Folk veterinary use of Aconitum spp.

Informants also mentioned that roots of Aconitum spp. were used to improve the health of pigs. Informant B (woman, 88 years old) reported that her neighbor had the roots of Aconitum spp. built into the feed trough; the roots were then extracted into the pig feed through small holes. The neighbor claimed that his pigs were very healthy and tried to persuade the informant to use such feed troughs for her pigs as well, but she did not dare. Informant A (woman, 82 years old) reported previously wrapping the roots of Aconitum spp. in socks and dipping them into the pig feed to prevent various diseases. Möderndorfer (1964) also reported that aconite roots were built into feed troughs for pigs in the beginning of the twentieth century [23].

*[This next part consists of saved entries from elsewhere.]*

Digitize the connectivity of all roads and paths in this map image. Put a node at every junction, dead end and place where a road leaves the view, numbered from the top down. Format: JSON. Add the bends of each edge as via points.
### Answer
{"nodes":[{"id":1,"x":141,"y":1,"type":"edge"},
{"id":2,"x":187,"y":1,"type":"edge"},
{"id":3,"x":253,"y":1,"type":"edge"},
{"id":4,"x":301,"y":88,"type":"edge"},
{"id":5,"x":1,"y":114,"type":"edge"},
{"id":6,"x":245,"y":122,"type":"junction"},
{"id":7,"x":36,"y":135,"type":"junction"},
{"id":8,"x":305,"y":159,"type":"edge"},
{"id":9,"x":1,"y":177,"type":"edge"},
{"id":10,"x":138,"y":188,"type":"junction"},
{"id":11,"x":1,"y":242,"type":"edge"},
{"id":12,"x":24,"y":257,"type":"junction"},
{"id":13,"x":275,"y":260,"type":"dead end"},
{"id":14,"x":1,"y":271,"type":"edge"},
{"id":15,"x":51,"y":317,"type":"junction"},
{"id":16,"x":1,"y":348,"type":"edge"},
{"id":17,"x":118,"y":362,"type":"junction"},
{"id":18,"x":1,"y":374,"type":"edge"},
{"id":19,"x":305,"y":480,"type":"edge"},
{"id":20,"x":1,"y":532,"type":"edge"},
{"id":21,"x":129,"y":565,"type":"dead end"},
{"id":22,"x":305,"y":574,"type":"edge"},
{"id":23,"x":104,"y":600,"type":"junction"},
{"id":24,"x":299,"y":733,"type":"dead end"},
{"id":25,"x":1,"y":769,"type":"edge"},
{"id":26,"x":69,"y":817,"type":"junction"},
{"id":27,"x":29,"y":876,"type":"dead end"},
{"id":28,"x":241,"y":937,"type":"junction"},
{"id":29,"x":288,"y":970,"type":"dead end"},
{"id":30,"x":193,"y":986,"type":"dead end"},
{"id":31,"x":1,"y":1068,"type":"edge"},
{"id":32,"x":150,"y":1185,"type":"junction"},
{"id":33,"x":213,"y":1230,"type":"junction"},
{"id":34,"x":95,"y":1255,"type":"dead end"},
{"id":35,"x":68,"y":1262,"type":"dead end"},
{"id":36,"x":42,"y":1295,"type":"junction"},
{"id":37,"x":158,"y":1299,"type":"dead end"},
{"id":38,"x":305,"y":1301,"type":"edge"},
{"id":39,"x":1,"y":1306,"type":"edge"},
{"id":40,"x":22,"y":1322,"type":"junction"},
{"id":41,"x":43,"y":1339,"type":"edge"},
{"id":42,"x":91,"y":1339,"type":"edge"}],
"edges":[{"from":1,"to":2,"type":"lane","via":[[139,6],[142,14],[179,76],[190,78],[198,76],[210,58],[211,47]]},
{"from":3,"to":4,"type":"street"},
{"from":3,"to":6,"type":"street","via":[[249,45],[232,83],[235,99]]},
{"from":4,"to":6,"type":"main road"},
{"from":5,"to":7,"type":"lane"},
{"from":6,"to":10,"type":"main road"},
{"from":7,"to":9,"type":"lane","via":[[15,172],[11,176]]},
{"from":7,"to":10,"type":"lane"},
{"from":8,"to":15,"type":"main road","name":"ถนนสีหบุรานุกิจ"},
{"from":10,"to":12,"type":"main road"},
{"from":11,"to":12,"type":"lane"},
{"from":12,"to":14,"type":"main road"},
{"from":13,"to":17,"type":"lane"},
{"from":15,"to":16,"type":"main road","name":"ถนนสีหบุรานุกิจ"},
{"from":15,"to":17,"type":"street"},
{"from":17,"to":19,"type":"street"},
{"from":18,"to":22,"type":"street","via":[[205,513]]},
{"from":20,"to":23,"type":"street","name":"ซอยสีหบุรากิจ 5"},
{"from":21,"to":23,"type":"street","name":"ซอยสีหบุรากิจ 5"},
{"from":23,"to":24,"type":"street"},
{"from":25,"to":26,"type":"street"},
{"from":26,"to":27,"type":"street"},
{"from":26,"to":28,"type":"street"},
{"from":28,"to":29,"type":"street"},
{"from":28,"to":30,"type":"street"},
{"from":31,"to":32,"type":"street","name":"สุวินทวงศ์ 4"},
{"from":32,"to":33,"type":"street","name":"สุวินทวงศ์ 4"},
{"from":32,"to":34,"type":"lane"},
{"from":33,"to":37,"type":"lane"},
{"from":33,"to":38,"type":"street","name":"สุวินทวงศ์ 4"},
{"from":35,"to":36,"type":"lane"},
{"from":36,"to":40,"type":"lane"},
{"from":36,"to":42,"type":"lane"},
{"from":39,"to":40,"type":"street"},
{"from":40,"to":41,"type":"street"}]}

Ethanolic extract of Aconitum spp. roots was used for the treatment of heaves, cold, and indigestion and for increased strength in horses. The extract was administered orally; a certain number of drops were placed on a piece of bread or on lard. Furmans (horse and cart drivers) used to give the extract to horses for better recovery (personal communication with the local innkeeper in Solčavsko, 2015). Informant H (woman, 82 years old) reported that her grandfather bought very weak horses at a low price and then gave them 10 to 15 drops of the extract every day for two months; after three months, the horses were strong and beautiful. Informant M (woman, 69 years old) also reported that the ethanolic extract was used for indigestion and increased strength in livestock.

Storage of the ethanolic extract of Aconitum spp.

Some informants reported that significant attention was paid to the storage of the ethanolic extract of Aconitum spp., and others reported that the extract was stored among other bottles. Informant O (woman, 86 years old) mentioned that as a child she was very afraid of the pantry in which the extract was stored; she believed that her mother kept viper oil inside the pantry. The informant explained that her mother probably frightened the children with viper oil to keep them away from the pantry. Informant C (man, 64 years old) reported that only his mother and grandmother knew where the extract was hidden. Similarly, Informant K (woman, 87 years old) reported that her parents hid the ethanolic extract in the cupboard, which was built into a wall and always locked.

Poisonings with Aconitum spp.

A local physician (man, 67 years) and a nurse (informant F, woman, 90 years) who worked in this area between 1958 and 2010 did not report any intervention due to poisoning with Aconitum spp.; however, other informants reported 9 cases of poisoning with the plant (Table 6). In these situations, people had helped themselves, e.g., many informants reported that poisonings with Aconitum spp. were treated with large quantities of milk, which induced vomiting. The use of milk was also reported for poisoning with deadly nightshade (Atropa belladonna). Informant G (woman, 87 years old) reported that her brother was given milk to drink when he was poisoned with A. belladonna; in addition, his mother gave him two drops of ethanolic extract of aconite roots. Sometimes, milk was routinely used together with aconite as a detoxifier; informant H (woman, 82 years old) reported that after a few of drops of the ethanolic extract had been taken, some milk was drunk. The informant explained that the milk would prevent poisoning if the dosage were accidentally excessive.

Table 6 Informants’ descriptions of poisonings with Aconitum spp.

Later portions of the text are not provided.